Omit the pictures, and output the rest of the entries exactly as written.
[Listed records Boundary: Start]
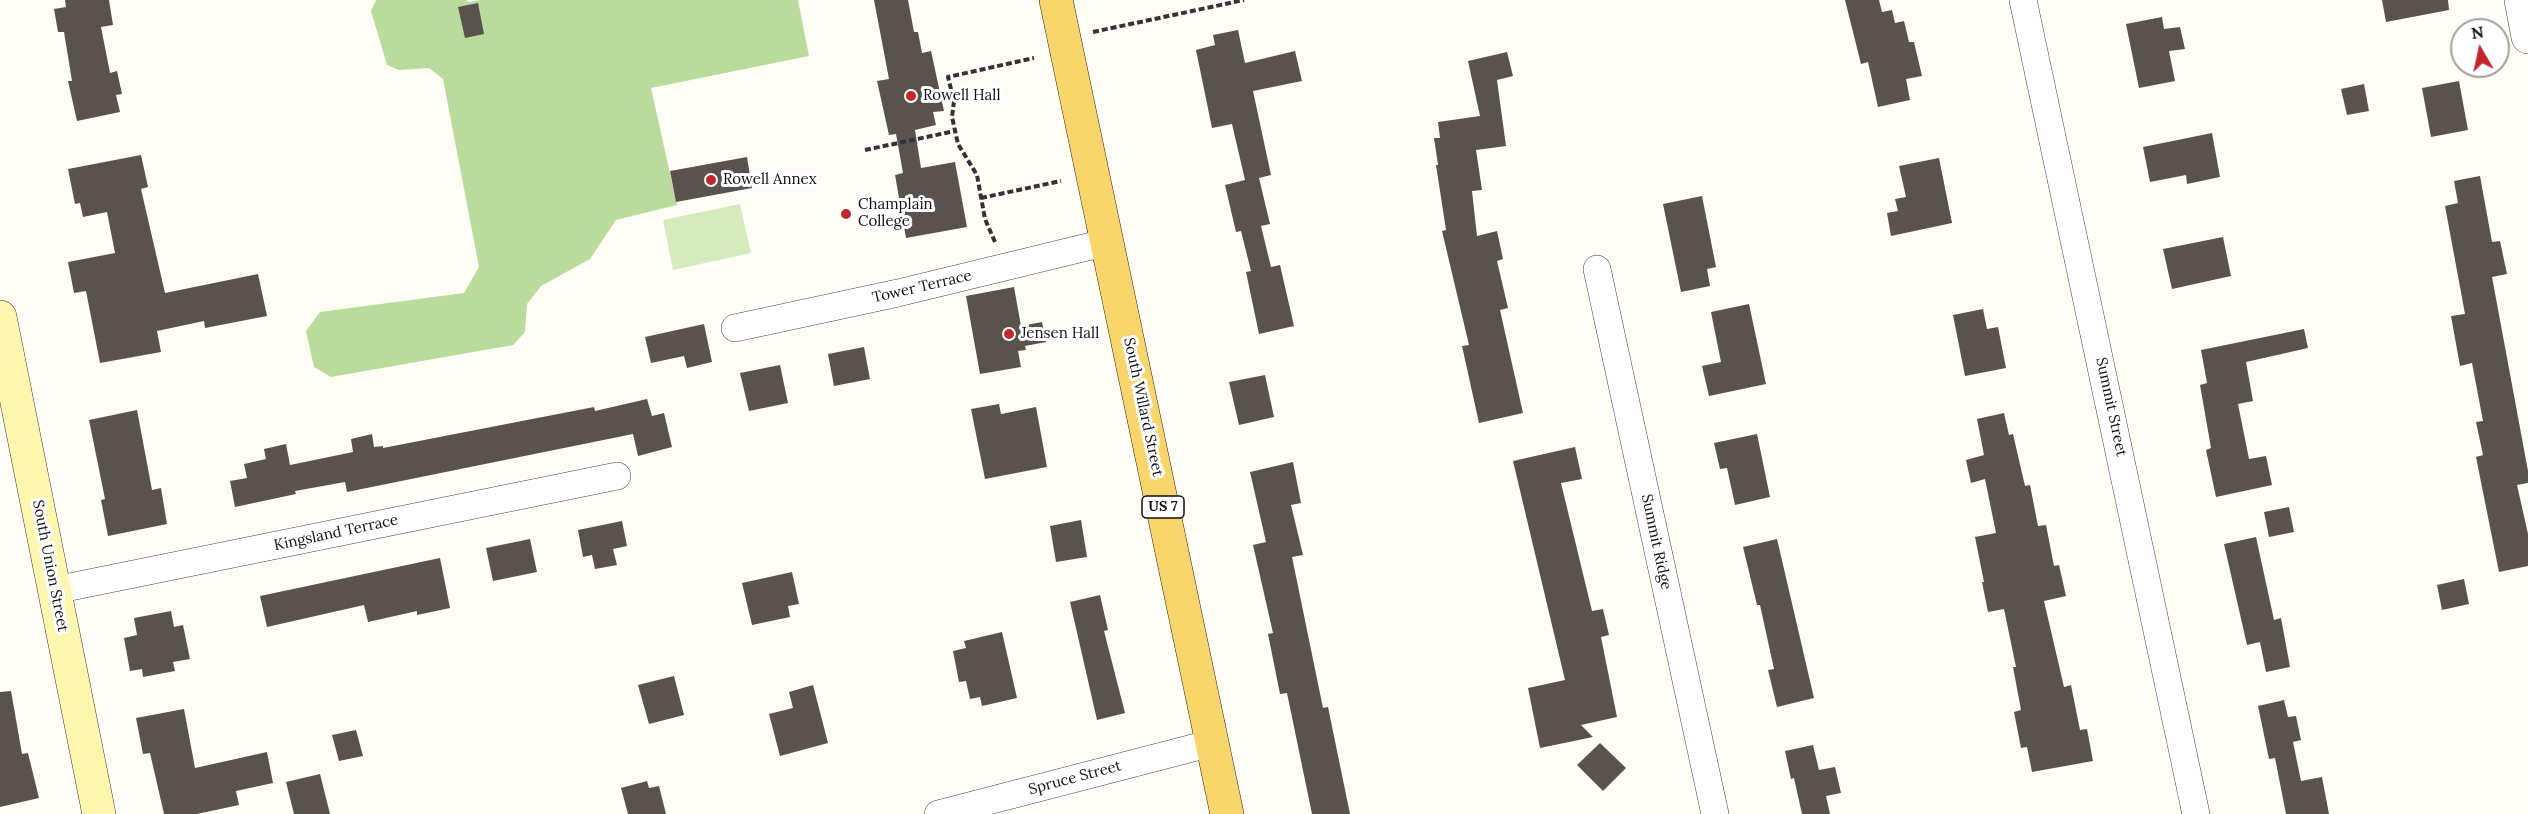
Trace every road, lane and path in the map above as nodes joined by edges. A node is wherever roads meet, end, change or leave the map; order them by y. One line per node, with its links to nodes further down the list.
1 (1056, 0): 10 (main road, South Willard Street / US 7)
2 (1244, 0): 4 (path)
3 (2024, 0): 22 (street, Summit Street)
4 (1093, 32)
5 (1034, 58): 6 (path)
6 (955, 131): 7 (path); 9 (path)
7 (865, 150)
8 (1061, 181): 9 (path)
9 (981, 198): 11 (path)
10 (1108, 242): 14 (street, Tower Terrace); 17 (main road, South Willard Street / US 7)
11 (996, 245)
12 (1597, 269): 21 (street, Summit Ridge)
13 (0, 317): 16 (main road, South Union Street)
14 (735, 328)
15 (617, 476): 16 (street, Kingsland Terrace)
16 (55, 590): 18 (main road, South Union Street)
17 (1212, 743): 19 (street, Spruce Street); 20 (main road, South Willard Street / US 7)
18 (99, 814)
19 (938, 814)
20 (1227, 814)
21 (1715, 814)
22 (2196, 814)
[Listed records Boundary: End]
> **Exercise response**:
Trace every road, lane and path in the map above as nodes joined by edges. A node is wherever roads meet, end, change or leave the map; order them by y. One line per node, with its links to nodes further down the list.
1 (1056, 0): 10 (main road, South Willard Street / US 7)
2 (1244, 0): 4 (path)
3 (2024, 0): 22 (street, Summit Street)
4 (1093, 32)
5 (1034, 58): 6 (path)
6 (955, 131): 7 (path); 9 (path)
7 (865, 150)
8 (1061, 181): 9 (path)
9 (981, 198): 11 (path)
10 (1108, 242): 14 (street, Tower Terrace); 17 (main road, South Willard Street / US 7)
11 (996, 245)
12 (1597, 269): 21 (street, Summit Ridge)
13 (0, 317): 16 (main road, South Union Street)
14 (735, 328)
15 (617, 476): 16 (street, Kingsland Terrace)
16 (55, 590): 18 (main road, South Union Street)
17 (1212, 743): 19 (street, Spruce Street); 20 (main road, South Willard Street / US 7)
18 (99, 814)
19 (938, 814)
20 (1227, 814)
21 (1715, 814)
22 (2196, 814)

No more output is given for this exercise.